*Work item:*
Could every line of the listing be output exactly, with the pictures skipped?

=-=-=

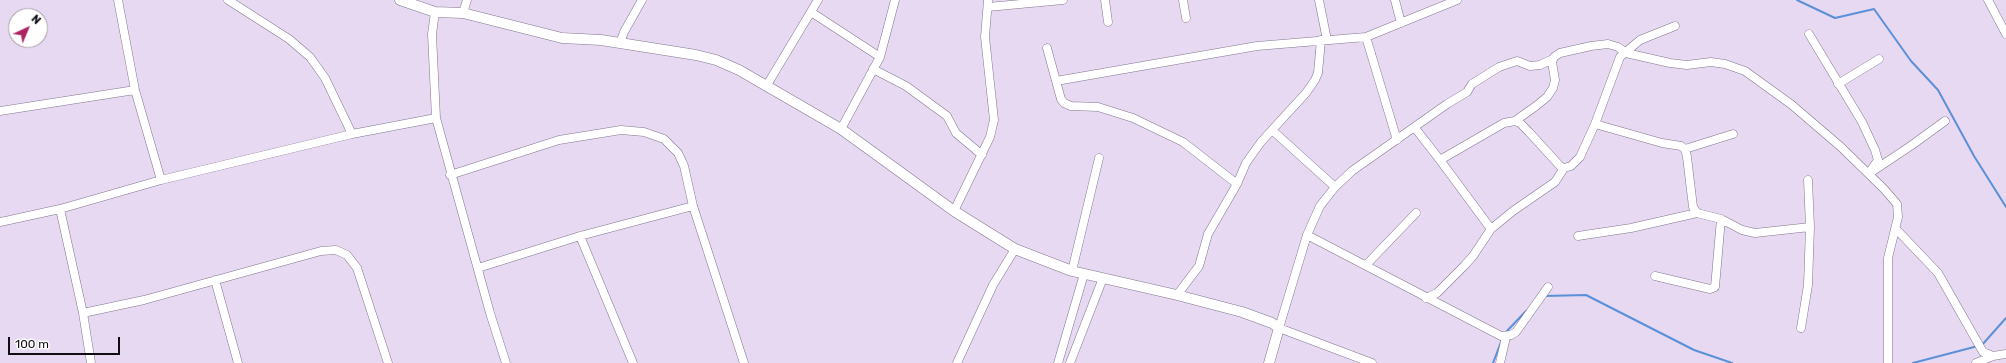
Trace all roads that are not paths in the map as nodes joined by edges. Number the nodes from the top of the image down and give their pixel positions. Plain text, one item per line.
1 (118, 0) edge
2 (228, 0) edge
3 (400, 0) edge
4 (467, 0) edge
5 (642, 0) edge
6 (818, 0) edge
7 (895, 0) edge
8 (1063, 0) edge
9 (1104, 0) edge
10 (1183, 0) edge
11 (1319, 0) edge
12 (1395, 0) edge
13 (1457, 0) edge
14 (1988, 0) edge
15 (988, 3) edge
16 (435, 12) junction
17 (811, 12) junction
18 (463, 13) junction
19 (1186, 18) dead end
20 (1108, 22) dead end
21 (1400, 23) junction
22 (1675, 26) dead end
23 (1809, 34) dead end
24 (2006, 34) edge
25 (1366, 36) junction
26 (1324, 40) junction
27 (620, 43) junction
28 (1047, 48) dead end
29 (1626, 53) junction
30 (880, 57) junction
31 (1553, 59) junction
32 (1879, 59) dead end
33 (873, 69) junction
34 (1056, 81) junction
35 (1838, 84) junction
36 (767, 85) junction
37 (135, 90) junction
38 (0, 111) edge
39 (436, 118) junction
40 (1515, 121) junction
41 (1945, 121) dead end
42 (1595, 124) junction
43 (1415, 128) junction
44 (841, 129) junction
45 (1272, 130) junction
46 (352, 134) junction
47 (1733, 134) dead end
48 (1397, 140) junction
49 (1685, 149) junction
50 (982, 155) junction
51 (1099, 158) dead end
52 (1440, 160) junction
53 (1564, 168) junction
54 (1869, 173) junction
55 (450, 175) junction
56 (161, 180) junction
57 (1808, 180) dead end
58 (1237, 184) junction
59 (1335, 186) junction
60 (693, 206) junction
61 (60, 209) junction
62 (954, 211) junction
63 (1697, 213) junction
64 (1416, 214) dead end
65 (1721, 219) junction
66 (0, 222) edge
67 (1810, 227) junction
68 (1491, 229) junction
69 (1896, 229) junction
70 (1307, 234) junction
71 (580, 236) junction
72 (1578, 236) dead end
73 (1015, 249) junction
74 (1366, 264) junction
75 (478, 268) junction
76 (1072, 270) junction
77 (1084, 274) junction
78 (1655, 276) dead end
79 (1102, 278) junction
80 (215, 280) junction
81 (1548, 287) dead end
82 (1177, 295) junction
83 (1426, 298) junction
84 (83, 313) junction
85 (1279, 328) junction
86 (1801, 328) dead end
87 (1506, 337) junction
88 (2006, 354) edge
89 (1993, 356) junction
90 (91, 363) edge
91 (238, 363) edge
92 (388, 363) edge
93 (506, 363) edge
94 (633, 363) edge
95 (744, 363) edge
96 (957, 363) edge
97 (1058, 363) edge
98 (1070, 363) edge
99 (1269, 363) edge
100 (1372, 363) edge
101 (1500, 363) edge
102 (1888, 363) edge
103 (1976, 363) edge

1 - 37 street
2 - 46 street
3 - 16 street
4 - 18 street
5 - 27 street
6 - 17 street
7 - 30 street
8 - 15 street
9 - 20 street
10 - 19 street
11 - 26 street
12 - 21 street
13 - 21 street
14 - 24 street
15 - 50 street
16 - 18 street
16 - 39 street
17 - 30 street
17 - 36 street
18 - 27 street
21 - 25 street
22 - 29 street
23 - 35 street
25 - 26 street
25 - 48 street
26 - 34 street
26 - 45 street
27 - 36 street
28 - 34 street
29 - 31 street
29 - 42 street
29 - 54 street
30 - 33 street
31 - 40 street
31 - 43 street
32 - 35 street
33 - 44 street
33 - 50 street
34 - 58 street
35 - 54 street
36 - 44 street
37 - 38 street
37 - 56 street
39 - 46 street
39 - 55 street
40 - 52 street
40 - 53 street
41 - 54 street
42 - 49 street
42 - 53 street
43 - 48 street
43 - 52 street
44 - 62 street
45 - 58 street
45 - 59 street
46 - 56 street
47 - 49 street
48 - 59 street
49 - 63 street
50 - 62 street
51 - 76 street
52 - 68 street
53 - 68 street
54 - 69 street
55 - 60 street
55 - 75 street
56 - 61 street
57 - 67 street
58 - 82 street
59 - 70 street
60 - 71 street
60 - 95 street
61 - 66 street
61 - 84 street
62 - 73 street
63 - 65 street
63 - 72 street
64 - 74 street
65 - 67 street
65 - 78 street
67 - 86 street
68 - 83 street
69 - 89 street
69 - 102 street
70 - 74 street
70 - 85 street
71 - 75 street
71 - 94 street
73 - 76 street
73 - 96 street
74 - 83 street
75 - 93 street
76 - 77 street
77 - 79 street
77 - 97 street
79 - 82 street
79 - 98 street
80 - 84 street
80 - 91 street
80 - 92 street
81 - 87 street
82 - 85 street
83 - 87 street
84 - 90 street
85 - 99 street
85 - 100 street
87 - 101 street
88 - 89 street
89 - 103 street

=-=-=

*Worked solution:*
Trace all roads that are not paths in the map as nodes joined by edges. Number the nodes from the top of the image down and give their pixel positions. Plain text, one item per line.
1 (118, 0) edge
2 (228, 0) edge
3 (400, 0) edge
4 (467, 0) edge
5 (642, 0) edge
6 (818, 0) edge
7 (895, 0) edge
8 (1063, 0) edge
9 (1104, 0) edge
10 (1183, 0) edge
11 (1319, 0) edge
12 (1395, 0) edge
13 (1457, 0) edge
14 (1988, 0) edge
15 (988, 3) edge
16 (435, 12) junction
17 (811, 12) junction
18 (463, 13) junction
19 (1186, 18) dead end
20 (1108, 22) dead end
21 (1400, 23) junction
22 (1675, 26) dead end
23 (1809, 34) dead end
24 (2006, 34) edge
25 (1366, 36) junction
26 (1324, 40) junction
27 (620, 43) junction
28 (1047, 48) dead end
29 (1626, 53) junction
30 (880, 57) junction
31 (1553, 59) junction
32 (1879, 59) dead end
33 (873, 69) junction
34 (1056, 81) junction
35 (1838, 84) junction
36 (767, 85) junction
37 (135, 90) junction
38 (0, 111) edge
39 (436, 118) junction
40 (1515, 121) junction
41 (1945, 121) dead end
42 (1595, 124) junction
43 (1415, 128) junction
44 (841, 129) junction
45 (1272, 130) junction
46 (352, 134) junction
47 (1733, 134) dead end
48 (1397, 140) junction
49 (1685, 149) junction
50 (982, 155) junction
51 (1099, 158) dead end
52 (1440, 160) junction
53 (1564, 168) junction
54 (1869, 173) junction
55 (450, 175) junction
56 (161, 180) junction
57 (1808, 180) dead end
58 (1237, 184) junction
59 (1335, 186) junction
60 (693, 206) junction
61 (60, 209) junction
62 (954, 211) junction
63 (1697, 213) junction
64 (1416, 214) dead end
65 (1721, 219) junction
66 (0, 222) edge
67 (1810, 227) junction
68 (1491, 229) junction
69 (1896, 229) junction
70 (1307, 234) junction
71 (580, 236) junction
72 (1578, 236) dead end
73 (1015, 249) junction
74 (1366, 264) junction
75 (478, 268) junction
76 (1072, 270) junction
77 (1084, 274) junction
78 (1655, 276) dead end
79 (1102, 278) junction
80 (215, 280) junction
81 (1548, 287) dead end
82 (1177, 295) junction
83 (1426, 298) junction
84 (83, 313) junction
85 (1279, 328) junction
86 (1801, 328) dead end
87 (1506, 337) junction
88 (2006, 354) edge
89 (1993, 356) junction
90 (91, 363) edge
91 (238, 363) edge
92 (388, 363) edge
93 (506, 363) edge
94 (633, 363) edge
95 (744, 363) edge
96 (957, 363) edge
97 (1058, 363) edge
98 (1070, 363) edge
99 (1269, 363) edge
100 (1372, 363) edge
101 (1500, 363) edge
102 (1888, 363) edge
103 (1976, 363) edge

1 - 37 street
2 - 46 street
3 - 16 street
4 - 18 street
5 - 27 street
6 - 17 street
7 - 30 street
8 - 15 street
9 - 20 street
10 - 19 street
11 - 26 street
12 - 21 street
13 - 21 street
14 - 24 street
15 - 50 street
16 - 18 street
16 - 39 street
17 - 30 street
17 - 36 street
18 - 27 street
21 - 25 street
22 - 29 street
23 - 35 street
25 - 26 street
25 - 48 street
26 - 34 street
26 - 45 street
27 - 36 street
28 - 34 street
29 - 31 street
29 - 42 street
29 - 54 street
30 - 33 street
31 - 40 street
31 - 43 street
32 - 35 street
33 - 44 street
33 - 50 street
34 - 58 street
35 - 54 street
36 - 44 street
37 - 38 street
37 - 56 street
39 - 46 street
39 - 55 street
40 - 52 street
40 - 53 street
41 - 54 street
42 - 49 street
42 - 53 street
43 - 48 street
43 - 52 street
44 - 62 street
45 - 58 street
45 - 59 street
46 - 56 street
47 - 49 street
48 - 59 street
49 - 63 street
50 - 62 street
51 - 76 street
52 - 68 street
53 - 68 street
54 - 69 street
55 - 60 street
55 - 75 street
56 - 61 street
57 - 67 street
58 - 82 street
59 - 70 street
60 - 71 street
60 - 95 street
61 - 66 street
61 - 84 street
62 - 73 street
63 - 65 street
63 - 72 street
64 - 74 street
65 - 67 street
65 - 78 street
67 - 86 street
68 - 83 street
69 - 89 street
69 - 102 street
70 - 74 street
70 - 85 street
71 - 75 street
71 - 94 street
73 - 76 street
73 - 96 street
74 - 83 street
75 - 93 street
76 - 77 street
77 - 79 street
77 - 97 street
79 - 82 street
79 - 98 street
80 - 84 street
80 - 91 street
80 - 92 street
81 - 87 street
82 - 85 street
83 - 87 street
84 - 90 street
85 - 99 street
85 - 100 street
87 - 101 street
88 - 89 street
89 - 103 street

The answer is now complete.